Records shown

==*==

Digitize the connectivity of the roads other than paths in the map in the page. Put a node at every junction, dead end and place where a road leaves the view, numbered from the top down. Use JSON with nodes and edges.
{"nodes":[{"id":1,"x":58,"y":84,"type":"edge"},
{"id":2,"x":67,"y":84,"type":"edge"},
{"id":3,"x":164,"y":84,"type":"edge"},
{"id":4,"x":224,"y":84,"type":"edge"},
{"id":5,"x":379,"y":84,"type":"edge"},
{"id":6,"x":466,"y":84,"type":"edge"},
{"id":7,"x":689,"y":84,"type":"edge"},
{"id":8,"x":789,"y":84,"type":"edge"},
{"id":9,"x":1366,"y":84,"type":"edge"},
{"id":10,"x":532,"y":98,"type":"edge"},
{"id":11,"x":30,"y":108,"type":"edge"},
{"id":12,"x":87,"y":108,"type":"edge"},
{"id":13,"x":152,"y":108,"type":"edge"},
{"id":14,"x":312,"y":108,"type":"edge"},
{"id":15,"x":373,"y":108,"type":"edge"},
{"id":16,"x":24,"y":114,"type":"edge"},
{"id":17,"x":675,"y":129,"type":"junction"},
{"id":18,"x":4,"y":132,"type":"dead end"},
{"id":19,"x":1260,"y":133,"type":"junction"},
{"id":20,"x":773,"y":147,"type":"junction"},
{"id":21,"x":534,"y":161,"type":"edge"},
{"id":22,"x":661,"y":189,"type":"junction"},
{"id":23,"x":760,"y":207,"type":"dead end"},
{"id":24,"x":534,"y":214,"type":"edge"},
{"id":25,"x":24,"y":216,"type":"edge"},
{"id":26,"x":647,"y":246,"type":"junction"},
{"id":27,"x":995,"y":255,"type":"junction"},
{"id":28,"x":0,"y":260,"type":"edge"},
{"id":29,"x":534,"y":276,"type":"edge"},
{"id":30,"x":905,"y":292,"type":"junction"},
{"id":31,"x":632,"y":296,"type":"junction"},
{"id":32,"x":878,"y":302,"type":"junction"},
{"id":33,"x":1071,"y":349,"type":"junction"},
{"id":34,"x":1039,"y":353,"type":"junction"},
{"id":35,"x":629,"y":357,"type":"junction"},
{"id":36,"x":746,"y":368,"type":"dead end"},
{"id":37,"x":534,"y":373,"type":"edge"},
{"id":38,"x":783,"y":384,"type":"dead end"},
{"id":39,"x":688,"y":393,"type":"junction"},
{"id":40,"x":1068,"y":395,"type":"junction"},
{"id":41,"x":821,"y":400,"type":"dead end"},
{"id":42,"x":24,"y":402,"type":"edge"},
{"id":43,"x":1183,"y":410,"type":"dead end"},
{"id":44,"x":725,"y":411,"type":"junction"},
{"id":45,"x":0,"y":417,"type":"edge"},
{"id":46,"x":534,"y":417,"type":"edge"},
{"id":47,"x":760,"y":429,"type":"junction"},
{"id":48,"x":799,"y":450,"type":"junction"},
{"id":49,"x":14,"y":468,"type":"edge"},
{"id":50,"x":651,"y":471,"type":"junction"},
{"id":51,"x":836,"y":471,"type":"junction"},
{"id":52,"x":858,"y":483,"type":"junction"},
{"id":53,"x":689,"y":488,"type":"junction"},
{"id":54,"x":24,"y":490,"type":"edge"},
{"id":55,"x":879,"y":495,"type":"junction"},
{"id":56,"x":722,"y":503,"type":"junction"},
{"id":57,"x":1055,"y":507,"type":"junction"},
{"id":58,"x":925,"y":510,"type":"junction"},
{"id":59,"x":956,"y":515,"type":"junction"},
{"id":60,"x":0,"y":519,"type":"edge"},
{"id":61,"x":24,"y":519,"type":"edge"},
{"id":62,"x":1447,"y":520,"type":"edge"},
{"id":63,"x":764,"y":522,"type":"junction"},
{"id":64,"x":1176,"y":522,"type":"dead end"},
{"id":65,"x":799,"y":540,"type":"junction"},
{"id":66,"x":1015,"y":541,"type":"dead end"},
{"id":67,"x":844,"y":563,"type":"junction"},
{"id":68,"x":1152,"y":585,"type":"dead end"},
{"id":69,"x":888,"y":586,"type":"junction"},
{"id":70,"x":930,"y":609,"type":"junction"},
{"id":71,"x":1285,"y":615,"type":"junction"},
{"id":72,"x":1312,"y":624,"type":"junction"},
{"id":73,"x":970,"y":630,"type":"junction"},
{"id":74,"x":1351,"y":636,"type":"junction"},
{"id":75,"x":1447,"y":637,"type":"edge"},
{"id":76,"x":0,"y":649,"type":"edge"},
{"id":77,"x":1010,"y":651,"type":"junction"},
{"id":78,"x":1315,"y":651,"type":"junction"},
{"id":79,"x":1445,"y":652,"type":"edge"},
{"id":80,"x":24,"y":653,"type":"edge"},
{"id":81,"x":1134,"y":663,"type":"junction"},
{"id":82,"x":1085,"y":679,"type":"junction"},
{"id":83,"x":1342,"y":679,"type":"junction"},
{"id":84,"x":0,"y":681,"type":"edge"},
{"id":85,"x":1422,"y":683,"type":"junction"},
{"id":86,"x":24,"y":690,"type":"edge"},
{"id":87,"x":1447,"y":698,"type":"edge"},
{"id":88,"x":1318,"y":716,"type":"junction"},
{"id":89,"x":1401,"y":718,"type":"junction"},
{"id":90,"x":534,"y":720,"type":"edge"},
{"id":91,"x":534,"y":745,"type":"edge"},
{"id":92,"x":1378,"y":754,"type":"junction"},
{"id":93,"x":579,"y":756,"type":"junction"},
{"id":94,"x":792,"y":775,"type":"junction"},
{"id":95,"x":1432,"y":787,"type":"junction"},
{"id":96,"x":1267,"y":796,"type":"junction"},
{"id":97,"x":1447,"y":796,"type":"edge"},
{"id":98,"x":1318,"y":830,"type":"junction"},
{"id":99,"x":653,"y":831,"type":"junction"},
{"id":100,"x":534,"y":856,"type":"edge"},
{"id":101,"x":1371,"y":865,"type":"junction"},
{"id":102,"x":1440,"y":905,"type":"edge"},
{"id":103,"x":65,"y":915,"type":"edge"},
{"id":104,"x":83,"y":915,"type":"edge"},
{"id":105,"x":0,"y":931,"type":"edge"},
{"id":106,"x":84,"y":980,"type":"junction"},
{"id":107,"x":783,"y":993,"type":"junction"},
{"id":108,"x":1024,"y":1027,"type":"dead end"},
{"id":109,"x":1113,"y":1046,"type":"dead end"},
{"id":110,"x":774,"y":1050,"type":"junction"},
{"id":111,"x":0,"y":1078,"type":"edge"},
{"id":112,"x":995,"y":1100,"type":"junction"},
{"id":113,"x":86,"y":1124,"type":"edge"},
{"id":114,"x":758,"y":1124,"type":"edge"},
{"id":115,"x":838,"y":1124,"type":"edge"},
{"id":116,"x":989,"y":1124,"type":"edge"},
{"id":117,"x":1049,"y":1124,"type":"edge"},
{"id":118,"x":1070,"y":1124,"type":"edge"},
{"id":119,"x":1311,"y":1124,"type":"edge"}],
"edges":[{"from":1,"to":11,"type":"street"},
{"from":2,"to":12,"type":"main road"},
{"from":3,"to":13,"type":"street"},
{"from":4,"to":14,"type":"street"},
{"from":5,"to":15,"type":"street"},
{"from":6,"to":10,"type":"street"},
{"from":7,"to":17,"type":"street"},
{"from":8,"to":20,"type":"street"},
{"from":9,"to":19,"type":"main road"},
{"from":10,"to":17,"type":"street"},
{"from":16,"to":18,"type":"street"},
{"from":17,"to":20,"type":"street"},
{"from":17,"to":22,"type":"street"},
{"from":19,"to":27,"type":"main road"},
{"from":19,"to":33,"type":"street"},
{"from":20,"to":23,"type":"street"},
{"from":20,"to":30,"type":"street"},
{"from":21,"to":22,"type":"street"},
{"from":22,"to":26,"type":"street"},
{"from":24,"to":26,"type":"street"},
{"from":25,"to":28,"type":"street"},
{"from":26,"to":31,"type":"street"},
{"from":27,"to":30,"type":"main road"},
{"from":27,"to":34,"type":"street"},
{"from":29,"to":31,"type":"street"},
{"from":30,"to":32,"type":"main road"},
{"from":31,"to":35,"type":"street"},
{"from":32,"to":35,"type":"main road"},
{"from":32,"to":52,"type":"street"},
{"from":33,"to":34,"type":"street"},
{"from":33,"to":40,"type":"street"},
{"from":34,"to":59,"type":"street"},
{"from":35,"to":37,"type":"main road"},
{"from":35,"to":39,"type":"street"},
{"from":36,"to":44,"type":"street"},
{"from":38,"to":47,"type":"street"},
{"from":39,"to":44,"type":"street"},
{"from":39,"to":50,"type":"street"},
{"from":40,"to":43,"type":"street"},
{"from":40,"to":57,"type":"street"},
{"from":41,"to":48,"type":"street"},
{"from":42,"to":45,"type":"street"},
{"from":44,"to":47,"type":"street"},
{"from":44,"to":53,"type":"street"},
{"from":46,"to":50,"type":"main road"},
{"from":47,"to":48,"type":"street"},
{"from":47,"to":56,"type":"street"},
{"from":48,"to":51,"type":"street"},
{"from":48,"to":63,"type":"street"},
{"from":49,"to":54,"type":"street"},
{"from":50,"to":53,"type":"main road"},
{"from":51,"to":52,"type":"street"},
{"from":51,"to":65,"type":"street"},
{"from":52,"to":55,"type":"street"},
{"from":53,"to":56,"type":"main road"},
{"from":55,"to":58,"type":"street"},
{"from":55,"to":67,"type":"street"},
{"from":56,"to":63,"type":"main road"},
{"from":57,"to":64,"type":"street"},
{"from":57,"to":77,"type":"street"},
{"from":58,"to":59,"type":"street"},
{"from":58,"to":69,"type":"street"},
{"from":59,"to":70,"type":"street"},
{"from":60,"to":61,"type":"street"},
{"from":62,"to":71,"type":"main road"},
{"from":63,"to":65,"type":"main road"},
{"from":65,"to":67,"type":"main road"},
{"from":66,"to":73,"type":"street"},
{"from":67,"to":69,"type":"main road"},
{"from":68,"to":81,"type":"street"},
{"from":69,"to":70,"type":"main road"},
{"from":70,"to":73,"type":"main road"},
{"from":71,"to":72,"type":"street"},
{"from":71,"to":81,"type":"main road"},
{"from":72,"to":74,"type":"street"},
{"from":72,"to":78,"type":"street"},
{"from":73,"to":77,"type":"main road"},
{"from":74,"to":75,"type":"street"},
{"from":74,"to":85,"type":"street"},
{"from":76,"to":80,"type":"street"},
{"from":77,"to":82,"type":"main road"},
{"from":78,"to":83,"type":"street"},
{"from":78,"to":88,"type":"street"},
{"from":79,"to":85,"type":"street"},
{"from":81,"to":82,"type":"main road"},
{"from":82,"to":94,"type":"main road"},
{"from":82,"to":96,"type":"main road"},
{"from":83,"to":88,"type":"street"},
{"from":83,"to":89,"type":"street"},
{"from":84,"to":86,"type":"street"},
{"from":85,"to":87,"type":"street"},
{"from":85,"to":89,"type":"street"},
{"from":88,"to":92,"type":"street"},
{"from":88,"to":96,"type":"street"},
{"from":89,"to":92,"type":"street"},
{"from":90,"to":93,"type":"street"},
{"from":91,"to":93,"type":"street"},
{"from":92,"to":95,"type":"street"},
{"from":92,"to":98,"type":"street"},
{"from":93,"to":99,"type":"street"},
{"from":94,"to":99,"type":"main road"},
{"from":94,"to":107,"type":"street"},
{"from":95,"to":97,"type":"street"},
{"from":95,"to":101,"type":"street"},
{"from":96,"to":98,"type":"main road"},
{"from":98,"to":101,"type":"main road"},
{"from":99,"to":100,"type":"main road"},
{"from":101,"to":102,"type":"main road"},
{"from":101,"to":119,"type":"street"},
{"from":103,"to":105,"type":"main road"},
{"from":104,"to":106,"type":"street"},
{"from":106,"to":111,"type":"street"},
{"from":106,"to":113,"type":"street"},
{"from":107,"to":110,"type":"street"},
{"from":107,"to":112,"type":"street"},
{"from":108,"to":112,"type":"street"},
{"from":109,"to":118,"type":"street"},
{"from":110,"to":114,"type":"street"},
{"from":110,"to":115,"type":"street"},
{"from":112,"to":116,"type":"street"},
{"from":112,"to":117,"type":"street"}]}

==*==

Problem requirements
Work through the entries, filtering for the string "nodes", and copy each line that holds it.

Answer to the problem
Digitize the connectivity of the roads other than paths in the map in the page. Put a node at every junction, dead end and place where a road leaves the view, numbered from the top down. Use JSON with nodes and edges.
{"nodes":[{"id":1,"x":58,"y":84,"type":"edge"},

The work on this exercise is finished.